私にとってストーンズというのは残念ながらキース/ミックではなく、ブライアン・ジョーンズである。というか、黒人のブルースを白人に聴かせる結成以来のコンセプトにはリアルタイムではないが、大変共感している。だからそれがストーンズであって、ブライアンの抜けたストーンズはストーンズでない。好き嫌いの問題でなくそう呼びたくないだけだ。勿論、キース/ミックのラインも好きであるし、多分、ロックのアーティストでは私のライブラリーでブートレックも含めてこのバンドのアルバムが一番多い筈だ(全タイトルあるので)。そんな中で、この作品が一番複雑な思いで聴いている。「アウト・オブ・アワ・ヘッズ」とはまた全然違った、大変特殊な感覚だ。
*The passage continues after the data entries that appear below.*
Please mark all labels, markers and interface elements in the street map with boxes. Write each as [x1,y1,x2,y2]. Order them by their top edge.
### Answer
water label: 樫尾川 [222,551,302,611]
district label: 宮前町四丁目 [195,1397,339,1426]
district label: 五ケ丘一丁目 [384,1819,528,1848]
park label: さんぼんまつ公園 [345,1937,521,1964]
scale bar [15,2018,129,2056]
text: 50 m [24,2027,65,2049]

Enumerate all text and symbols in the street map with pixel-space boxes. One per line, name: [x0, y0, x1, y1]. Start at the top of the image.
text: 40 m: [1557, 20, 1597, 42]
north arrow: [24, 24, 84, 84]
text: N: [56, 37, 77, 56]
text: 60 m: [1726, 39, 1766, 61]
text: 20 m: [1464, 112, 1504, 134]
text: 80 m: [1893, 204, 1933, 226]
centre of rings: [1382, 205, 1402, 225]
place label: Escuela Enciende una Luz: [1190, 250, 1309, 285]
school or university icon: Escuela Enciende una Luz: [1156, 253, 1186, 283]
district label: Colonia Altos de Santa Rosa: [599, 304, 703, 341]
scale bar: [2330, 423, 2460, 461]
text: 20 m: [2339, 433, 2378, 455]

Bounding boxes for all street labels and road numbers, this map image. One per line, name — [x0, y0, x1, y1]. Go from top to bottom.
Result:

この作品の二大特徴。その1「全曲キース/ミック のオリジナル曲で構成されていること」。その2「ブライアンが多種多彩な楽器を演奏していること」。つまりは、このキーパーソン3人が実に各々の持ち味を発揮している。だが逆にその為に彼らの溝がより一層深くなってしまうという何とも悲しい作品なのである。特にブライアンは様々な楽器を使いこなしているが、それはバンドという単位で良かったかというと全く逆で、曲調の幅は広がったものの、作業的にはとてもマニアックな行程で、残りのメンバーと共にアルバムを作るという共同作業からどんどん遠ざかっていってしまった。更に自分の世界に入り込むことが多くなったブライアンは孤立し、その精神的なはけ口からまた楽器に入り込むという悪循環が生まれた。そしてこれはブライアンだけではないが麻薬に手を出すことになる。残念だが、この作品の前後からブライアンの悲劇的な最期にむけてのカウントダウンが始まっていたのである。このアルバムは、例によって、英盤と米盤は内容が違うが、決定的な違いは、冒頭の曲が英盤には”Mother's Little Helper”、米盤には”Paint It, Black”である。これは、UK盤が14曲と多すぎたので、US盤は曲を絞った際に、シングルNo.1になった同曲をいれたものだが、このストーンズの歴史でも1.2を争う「黒くぬれ」を選ぶか否かの選択は、当時は大きかったと思う。また、なんといっても、11分にも及ぶ”Goin'Home”は衝撃的な曲で、このテイストは既に「サイケデリック」である。後年ミックのインタビューでも「僕達は遠の昔にサイケなんかも試していた」と言っているように、まさにこの曲はサイケデリック以外の何ものでもない。しかも、ミックは「ブルース」で歌っている。つまり、この曲1曲に、当時のストーンズの複雑な人間関係が集約されているのである。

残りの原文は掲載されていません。